La Finlande n’est pas seule dans cette démarche. Il y a deux semaines, quatre autres membres de l’Otan situés sur le flanc oriental – la Pologne, la Lituanie, la Lettonie et l’Estonie – ont également amorcé leur sortie du traité. Tous pointent du doigt la même menace : une Russie de plus en plus audacieuse. Cette synchronisation n’est pas un hasard. D’après une experte, ces nations convergent vers une politique de défense commune, unies par leur position géographique et leur histoire.
Cette alliance informelle montre une chose : face à un adversaire qui ne respecte pas les règles, ces pays sont prêts à jouer selon leurs propres termes.
Pour comprendre cette décision, il faut remonter à 2022. L’invasion de l’Ukraine par la Russie a bouleversé l’équilibre en Europe du Nord. La Finlande, jusque-là adepte du non-alignement, a rejoint l’Otan en 2023, un virage historique. Puis, fin 2023, elle a fermé sa frontière orientale après l’arrivée soudaine de migrants sans visa, un mouvement que Helsinki attribue à une stratégie russe. Moscou, bien sûr, nie en bloc. Mais pour les Finlandais, ces événements ont sonné l’alarme.
Chiffre clé : 1 340 km – la longueur de la frontière russo-finlandaise, un défi logistique majeur.
Revenir aux mines antipersonnel n’est pas sans débat. Ces armes, interdites pour leurs effets dévastateurs sur les civils, soulèvent des questions éthiques. Pourtant, la ministre des Affaires étrangères finlandaise insiste : son pays s’engage à les utiliser de manière responsable, tout en assumant ses devoirs humanitaires.
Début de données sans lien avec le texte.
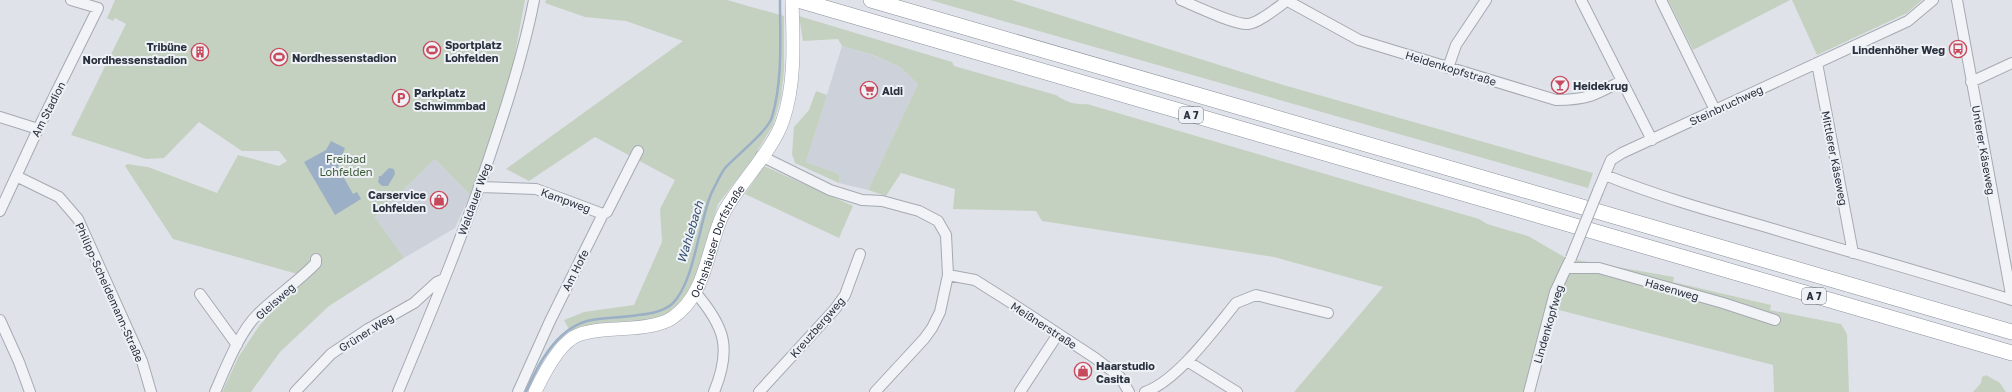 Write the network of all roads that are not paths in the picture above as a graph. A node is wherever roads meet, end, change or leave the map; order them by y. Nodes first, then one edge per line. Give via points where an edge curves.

Mais dans un monde où “l’autre côté” ne joue pas selon les mêmes règles, cette promesse suffira-t-elle ?
| Pays | Date de l’annonce | Raison invoquée |
| Finlande | Avril 2025 | Menace russe |
| Pays baltes | Mars 2025 | Sécurité régionale |
Ce tableau illustre une tendance claire : la peur d’une agression imminente redessine les priorités.
Depuis son entrée dans l’Otan, la Finlande ne fait plus cavalier seul. Cette décision sur les mines s’inscrit dans une logique collective : renforcer le flanc Est de l’alliance. Une ministre lituanienne a applaudi ce choix, y voyant un signal fort. “Plus jamais une botte étrangère ne foulera notre sol”, a-t-elle déclaré sur les réseaux sociaux, un cri du cœur partagé par ses voisins.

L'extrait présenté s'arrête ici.